A question of balance
David Finney, TNS
I have a problem with the term 'work/life balance'. It implies that life begins when work finishes. The words we use are critical to our self-awareness, our situation-reading and to our learning and development, and yet we pick up phrases like jackets in a wardrobe, trying them on for size and sometimes keeping on something that doesn't quite fit in the absence of anything better.
Our conversations are derived from a variety of sources: education, literacy, sound- bites from the media, parental hand-me-downs and phrases we've picked up from our friends, family or business colleagues. Words are not truly our own. They sit on a large menu from which we make our selection, in an attempt to find the right combination that suits the way we are feeling at any given time.

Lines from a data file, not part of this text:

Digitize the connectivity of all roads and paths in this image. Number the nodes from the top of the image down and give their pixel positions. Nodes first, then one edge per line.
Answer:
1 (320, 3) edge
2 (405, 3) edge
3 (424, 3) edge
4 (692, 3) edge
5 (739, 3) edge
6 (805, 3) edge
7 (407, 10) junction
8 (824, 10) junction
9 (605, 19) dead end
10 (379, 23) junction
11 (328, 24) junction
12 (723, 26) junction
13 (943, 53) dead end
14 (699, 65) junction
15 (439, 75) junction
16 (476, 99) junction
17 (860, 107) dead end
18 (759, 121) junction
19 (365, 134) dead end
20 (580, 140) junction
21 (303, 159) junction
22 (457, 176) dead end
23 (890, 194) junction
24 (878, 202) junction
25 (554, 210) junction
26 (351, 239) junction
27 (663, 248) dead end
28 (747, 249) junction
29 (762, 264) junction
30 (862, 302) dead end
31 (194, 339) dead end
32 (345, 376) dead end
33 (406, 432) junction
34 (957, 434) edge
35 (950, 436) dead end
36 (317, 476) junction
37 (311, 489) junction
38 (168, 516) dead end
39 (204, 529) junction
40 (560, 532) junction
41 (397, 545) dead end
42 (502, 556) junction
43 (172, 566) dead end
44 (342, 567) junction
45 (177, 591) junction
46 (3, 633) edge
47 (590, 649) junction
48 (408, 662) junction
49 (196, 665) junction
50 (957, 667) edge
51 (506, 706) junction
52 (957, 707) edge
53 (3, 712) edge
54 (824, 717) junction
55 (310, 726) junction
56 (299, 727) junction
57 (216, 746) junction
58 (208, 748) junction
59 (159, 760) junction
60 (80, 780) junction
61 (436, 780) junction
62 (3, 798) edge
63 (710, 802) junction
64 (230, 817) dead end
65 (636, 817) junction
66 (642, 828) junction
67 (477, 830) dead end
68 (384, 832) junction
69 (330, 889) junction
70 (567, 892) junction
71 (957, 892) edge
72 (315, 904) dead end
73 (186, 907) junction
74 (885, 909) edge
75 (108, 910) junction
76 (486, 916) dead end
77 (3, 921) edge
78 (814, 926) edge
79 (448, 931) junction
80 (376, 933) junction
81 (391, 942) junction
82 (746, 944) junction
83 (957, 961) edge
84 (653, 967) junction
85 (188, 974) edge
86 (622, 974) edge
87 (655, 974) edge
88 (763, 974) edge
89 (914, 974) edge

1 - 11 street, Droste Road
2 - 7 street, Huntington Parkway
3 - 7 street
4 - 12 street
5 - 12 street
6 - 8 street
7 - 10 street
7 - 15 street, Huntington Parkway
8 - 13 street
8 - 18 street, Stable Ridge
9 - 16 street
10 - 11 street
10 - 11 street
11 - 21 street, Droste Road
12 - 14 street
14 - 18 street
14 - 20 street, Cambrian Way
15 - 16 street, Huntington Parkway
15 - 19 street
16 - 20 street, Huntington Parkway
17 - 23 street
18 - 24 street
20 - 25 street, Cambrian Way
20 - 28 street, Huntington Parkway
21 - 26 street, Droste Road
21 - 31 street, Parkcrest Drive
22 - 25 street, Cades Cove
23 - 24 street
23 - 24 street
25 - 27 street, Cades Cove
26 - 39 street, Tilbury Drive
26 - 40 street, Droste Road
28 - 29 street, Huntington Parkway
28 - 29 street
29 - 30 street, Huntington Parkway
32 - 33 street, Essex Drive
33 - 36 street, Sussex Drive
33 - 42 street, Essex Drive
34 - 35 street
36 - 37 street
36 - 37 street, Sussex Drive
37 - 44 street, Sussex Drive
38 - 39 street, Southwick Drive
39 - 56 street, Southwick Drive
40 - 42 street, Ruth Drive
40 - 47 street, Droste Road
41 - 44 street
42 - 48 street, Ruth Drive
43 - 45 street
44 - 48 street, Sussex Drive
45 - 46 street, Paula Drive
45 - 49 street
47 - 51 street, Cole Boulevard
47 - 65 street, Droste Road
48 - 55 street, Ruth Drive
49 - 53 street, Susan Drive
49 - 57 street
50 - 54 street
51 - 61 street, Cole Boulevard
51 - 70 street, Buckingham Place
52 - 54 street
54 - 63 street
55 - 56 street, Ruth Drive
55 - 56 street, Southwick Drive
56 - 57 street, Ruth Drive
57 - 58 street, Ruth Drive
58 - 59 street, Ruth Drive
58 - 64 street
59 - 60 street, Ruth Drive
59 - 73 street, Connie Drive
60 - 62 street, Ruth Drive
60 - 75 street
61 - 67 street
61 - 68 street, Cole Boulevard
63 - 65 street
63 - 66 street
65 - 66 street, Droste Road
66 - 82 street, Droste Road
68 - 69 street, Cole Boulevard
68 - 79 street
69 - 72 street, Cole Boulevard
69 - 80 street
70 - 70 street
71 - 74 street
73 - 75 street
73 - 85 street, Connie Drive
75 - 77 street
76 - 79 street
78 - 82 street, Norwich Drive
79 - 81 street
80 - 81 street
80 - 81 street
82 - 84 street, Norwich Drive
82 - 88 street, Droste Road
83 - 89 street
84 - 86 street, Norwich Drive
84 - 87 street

The phrase 'work/life balance' originated in the eighties. It seemed ok at the time: a way of interpreting stress, a reminder to leave the office before dark. It's a phrase we have picked up, taken on board and maybe even formed a goal around. But what if WLB is reinforcing the belief that the working day is simply a prelude to a sigh of relief at the end of it? What if these words are encouraging us to view work as an interruption in our lives?
Balance of opposites
Chinese philosophy has always been intrigued with balance: night and day, high and low, winter and summer, dark and light, black and white, left and right, false and true, female and male, as encapsulated by the yin and yang in the I Ching, the ancient Chinese classic text. The yin and yang represent the negative and positive forces in the universe and the "dynamic balance of opposites".

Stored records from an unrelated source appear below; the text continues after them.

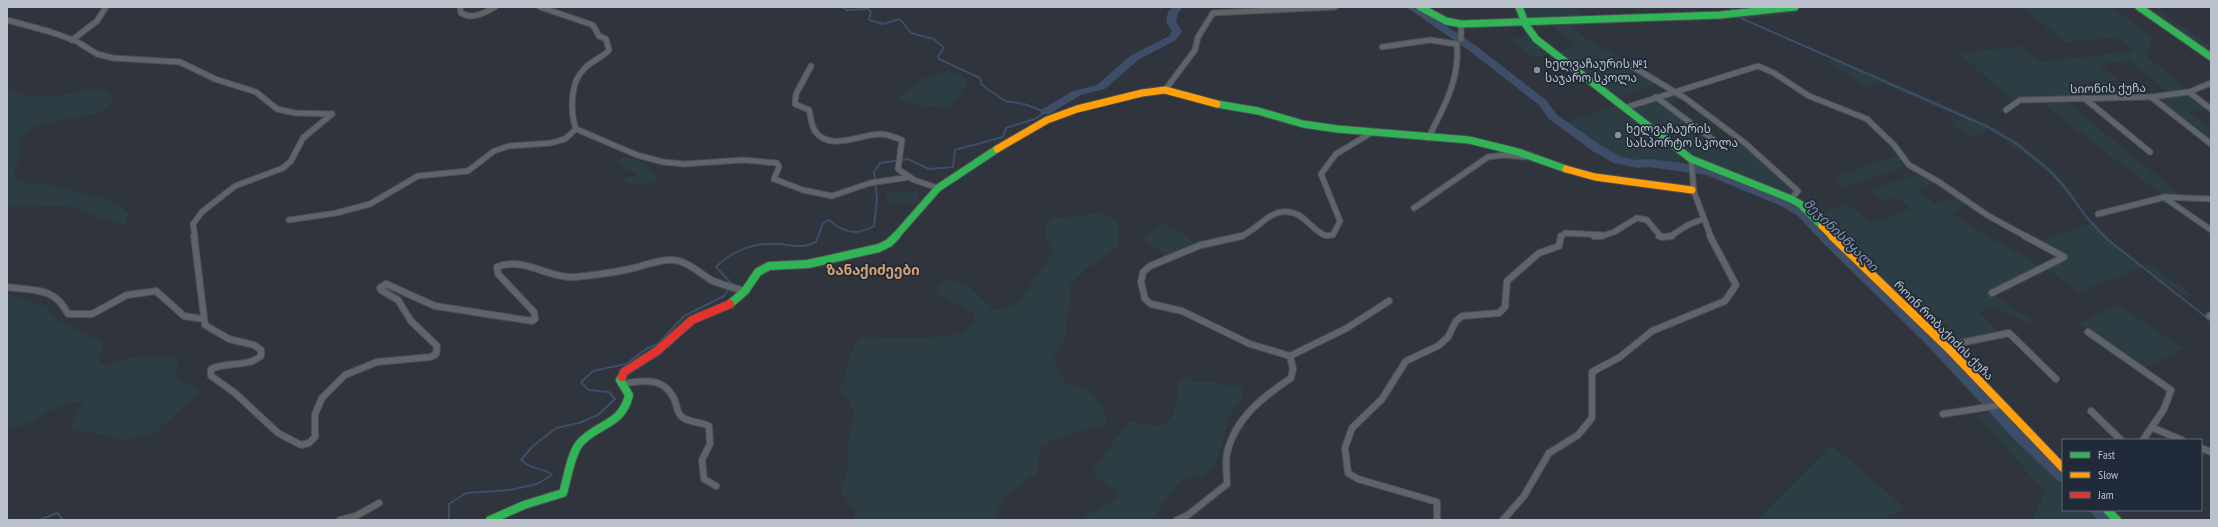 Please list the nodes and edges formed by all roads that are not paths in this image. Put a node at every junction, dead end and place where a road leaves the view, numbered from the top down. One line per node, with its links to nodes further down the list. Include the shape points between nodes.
1 (106, 7): 14 (street, via 104,14)
2 (460, 7): 3 (street, via 461,13 470,17 483,14)
3 (495, 7)
4 (540, 7): 29 (street, via 593,25 599,36 606,39 608,50 604,56 582,69 575,83 572,122)
5 (1335, 7): 20 (street, via 1213,13 1198,37 1195,50)
6 (1420, 7): 12 (street, via 1446,21)
7 (1519, 7): 11 (street, როინ რობაქიძის ქუჩა)
8 (1795, 7): 11 (street, via 1733,14)
9 (2139, 7): 16 (street)
10 (7, 20): 14 (street)
11 (1524, 21): 12 (street); 26 (street, როინ რობაქიძის ქუჩა, via 1536,38)
12 (1461, 24): 13 (street)
13 (1460, 39)
14 (72, 40): 52 (street, via 97,54 113,58 180,62 215,79 256,92 277,108 295,113 332,114 303,138 291,161 283,168 235,186 202,212 194,224)
15 (1382, 47): 31 (street, via 1420,41 1448,40 1457,44 1459,57 1454,86)
16 (2211, 57)
17 (1625, 62): 21 (street)
18 (811, 66): 37 (street, via 796,94 795,104 809,110 815,132 824,140 837,142 884,133 896,136 903,144 898,169)
19 (2211, 83): 22 (street, სიონის ქუჩა)
20 (1165, 90): 30 (street, via 1210,103 1258,111 1302,124); 38 (street, via 1098,103 1047,120 986,155)
21 (1675, 91): 23 (street); 41 (street, via 1745,144 1798,191); 50 (street, via 1758,66 1809,96 1867,119 1894,145 1909,165 1987,215 2064,257)
22 (2189, 92): 24 (street, სიონის ქუჩა); 27 (street)
23 (1656, 97): 26 (street); 33 (street)
24 (2151, 97): 25 (street, სიონის ქუჩა); 32 (street)
25 (2084, 98): 28 (street, სიონის ქუჩა, via 2020,100); 34 (street)
26 (1624, 108): 36 (street, როინ რობაქიძის ქუჩა)
27 (2211, 109)
28 (2006, 110)
29 (576, 129): 37 (street, via 634,156 658,162 697,164 731,160 777,163 779,167 774,179 784,185 824,196 832,197 871,182); 46 (street, via 566,139 509,146 494,152 468,171 418,176 370,204 336,213)
30 (1371, 133): 31 (street); 55 (street, via 1344,146 1326,162 1321,174 1340,221 1333,236 1324,235 1307,220 1284,212 1273,214 1244,236 1217,240 1158,261 1144,270 1140,284 1146,301 1157,307 1184,311 1265,350)
31 (1428, 138): 35 (street, via 1483,142)
32 (2211, 144)
33 (1722, 147)
34 (2150, 152)
35 (1529, 157): 39 (street, via 1595,177); 43 (street, via 1488,157)
36 (1691, 162): 39 (street); 41 (street, როინ რობაქიძის ქუჩა)
37 (910, 177): 38 (street)
38 (938, 188): 49 (street, via 889,243 879,248 808,264 769,266 758,272)
39 (1692, 190): 45 (street)
40 (2165, 197): 42 (street); 44 (street); 47 (street)
41 (1791, 199): 54 (street, როინ რობაქიძის ქუჩა, via 1800,204)
42 (2211, 199)
43 (1414, 208)
44 (2098, 214)
45 (1703, 219): 72 (street, via 1687,225 1668,238 1660,237 1643,218 1636,218 1610,234 1597,236 1565,233 1561,236 1559,246 1539,253 1507,281 1505,307 1499,313 1462,316 1456,321 1448,337 1438,346 1406,361 1382,399 1352,428 1345,448 1348,474 1437,502); 73 (street, via 1736,285 1725,301 1652,331 1620,357 1592,372 1592,418 1578,435 1549,453 1524,496)
46 (289, 220)
47 (2211, 230)
48 (7, 287): 52 (street, via 50,292 63,302 68,314 92,314 127,295 156,291 184,316)
49 (745, 291): 52 (street, via 714,281 690,266 674,260 568,277 516,264 497,267 498,274 534,312 535,318 532,321 435,306 386,284 380,288 381,290 398,300 411,322 437,346 436,354 431,357 377,362 344,375 322,398 315,414 315,437 301,446 278,433 235,393 211,376 211,369 217,365 245,365 256,362 262,356 261,350 254,345 229,339 205,325); 57 (street, via 734,302 692,320 657,351 624,372)
50 (1992, 293)
51 (1389, 301): 55 (street, via 1347,328)
52 (203, 319)
53 (2088, 332): 61 (street, via 2171,390)
54 (1946, 346): 56 (street, via 2009,333); 58 (street, როინ რობაქიძის ქუჩა)
55 (1290, 356): 71 (street, via 1293,369 1291,378 1249,410 1231,441 1227,454 1227,484 1188,515)
56 (2056, 378)
57 (621, 384): 66 (street, via 648,379 659,382 674,399 679,414 689,422 709,426 710,444 702,460 702,469 704,479); 70 (street, via 629,395 628,406 622,414 579,444 563,493 524,505)
58 (1999, 405): 60 (street); 65 (street, როინ რობაქიძის ქუჩა)
59 (2091, 411): 62 (street)
60 (1943, 414)
61 (2153, 428): 63 (street); 64 (street)
62 (2120, 439)
63 (2144, 439)
64 (2180, 439)
65 (2062, 467)
66 (716, 486)
67 (379, 503): 69 (street, via 356,516)
68 (2108, 511): 74 (street)
69 (340, 520)
70 (490, 520)
71 (1177, 520)
72 (1437, 520)
73 (1503, 520)
74 (2117, 520)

The Chinese language itself works in a similar way, using antonyms. These are opposite words placed side by side to represent a concept. So 'hei' (black) plus 'bai' (white) represents morality. 'Cheng' (success) plus 'bai' (failure) represents outcome or result. 'Chang' (long) & 'duan' (short) represent the concept of the situation (that's about the long and short of it). So maybe to fully understand certain concepts, one needs to locate and appreciate its direct opposite.
Restoring social order
The Ifaluk are a people that live on an Island in the Pacific Ocean, just a few hundred souls on a piece of land about half a mile in diameter. The Ifaluk don't approve of anger, so they don't have a word for it. They have a similar word, and that word is 'song'. If someone on the island is in a 'state of song', they must have a very good reason for it. For instance, the person causing them to experience 'song' must have acted in a very immoral way. Then, the person experiencing 'song' must find a way to express their feeling in a non-physical, non-violent, controlled manner.
And so 'song' is a sign that the social order of the island has been disturbed, the equilibrium tipped. Balance is only restored when the person causing 'song' has apologized or offered a gift or similar. Until then, the person experiences 'metagu', and feels guilt or pressure from the Ifaluk society until making amends. The conceptual width of balance is far-reaching and people have the power to create language that suits the world they inhabit.

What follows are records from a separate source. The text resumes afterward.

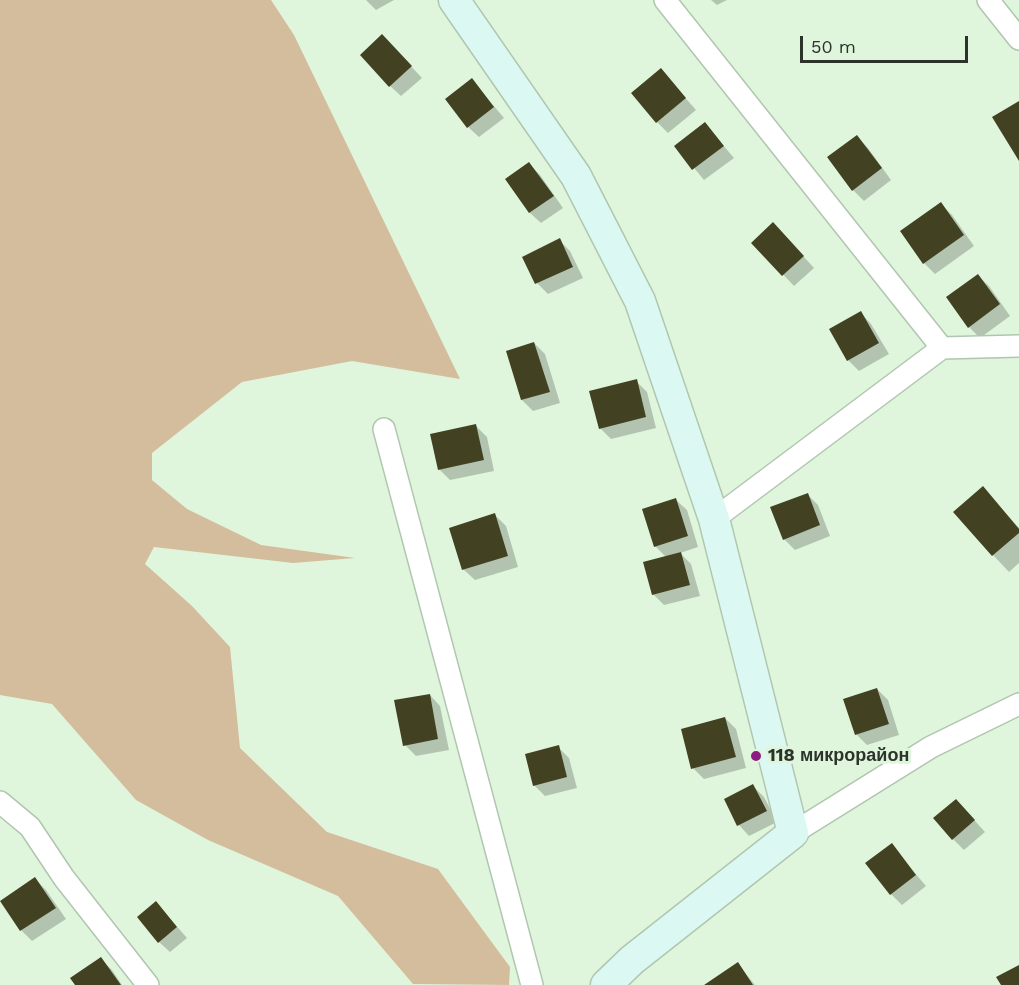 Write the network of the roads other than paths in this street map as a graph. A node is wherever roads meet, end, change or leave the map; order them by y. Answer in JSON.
{"nodes":[{"id":1,"x":454,"y":0,"type":"edge"},
{"id":2,"x":665,"y":0,"type":"edge"},
{"id":3,"x":988,"y":0,"type":"edge"},
{"id":4,"x":1019,"y":39,"type":"edge"},
{"id":5,"x":1019,"y":346,"type":"edge"},
{"id":6,"x":942,"y":348,"type":"junction"},
{"id":7,"x":384,"y":429,"type":"dead end"},
{"id":8,"x":714,"y":519,"type":"junction"},
{"id":9,"x":1019,"y":704,"type":"edge"},
{"id":10,"x":0,"y":802,"type":"edge"},
{"id":11,"x":793,"y":833,"type":"junction"},
{"id":12,"x":148,"y":985,"type":"edge"},
{"id":13,"x":532,"y":985,"type":"edge"},
{"id":14,"x":606,"y":985,"type":"edge"}],
"edges":[{"from":1,"to":8,"type":"street"},
{"from":2,"to":6,"type":"street"},
{"from":3,"to":4,"type":"street"},
{"from":5,"to":6,"type":"street"},
{"from":6,"to":8,"type":"street"},
{"from":7,"to":13,"type":"street"},
{"from":8,"to":11,"type":"street"},
{"from":9,"to":11,"type":"street"},
{"from":10,"to":12,"type":"street"},
{"from":11,"to":14,"type":"street"}]}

Buddhism - like Hinduism - is based upon the principle of cause & effect and centres round the Noble Eightfold Path, The Middle Way, which is the avoidance of extremes, leading to balance in thought, words and action. In our quest for authenticity in love, in leadership and in life, we can discover a harmony that is enduring, that underlies work, play and all the events and segments in our day, something independent of the divides we create.
There is a flip side to the WLB phrase. Its alternate implications are that our 'work' finishes when the bell goes. This can cause us to switch off when we come home and lose the social disciplines we had at work: politeness, courtesy, interest in projects of others, for instance. This could mean we disconnect from our loved ones and the lives they are leading. But true balance is 'karmic': every action performed in one part of our lives affects another. Every extra hour at work is one hour less with our families. Every extra hour in bed could mean one less working on our goals.
Unpacking the phrase
In both corporate and personal coaching, 'work/life balance' is a popular topic header for clients and one that coaches need to work hard with their clients in terms of unpacking and defining the phrase before even attempting to make improvements. Without this review process, both parties may start walking down the wrong path. Before climbing a ladder, we need to check its leaning up against the right wall as Stephen Covey reminds us.
So, work-life balance: a harmless label or an influencing phrase working quietly away in our sub-conscious? For me it's like a dusty old jacket that needs replacing. Our lives are surely not divided up into two opposing parts. It has to be simply a question of balance and what that means to the individual.
David Finney is Quality Director and 'Coaching Champion' at TNS. David has two diplomas in both corporate and personal coaching and is a full member of The Market Research Society and of The Association for Coaching.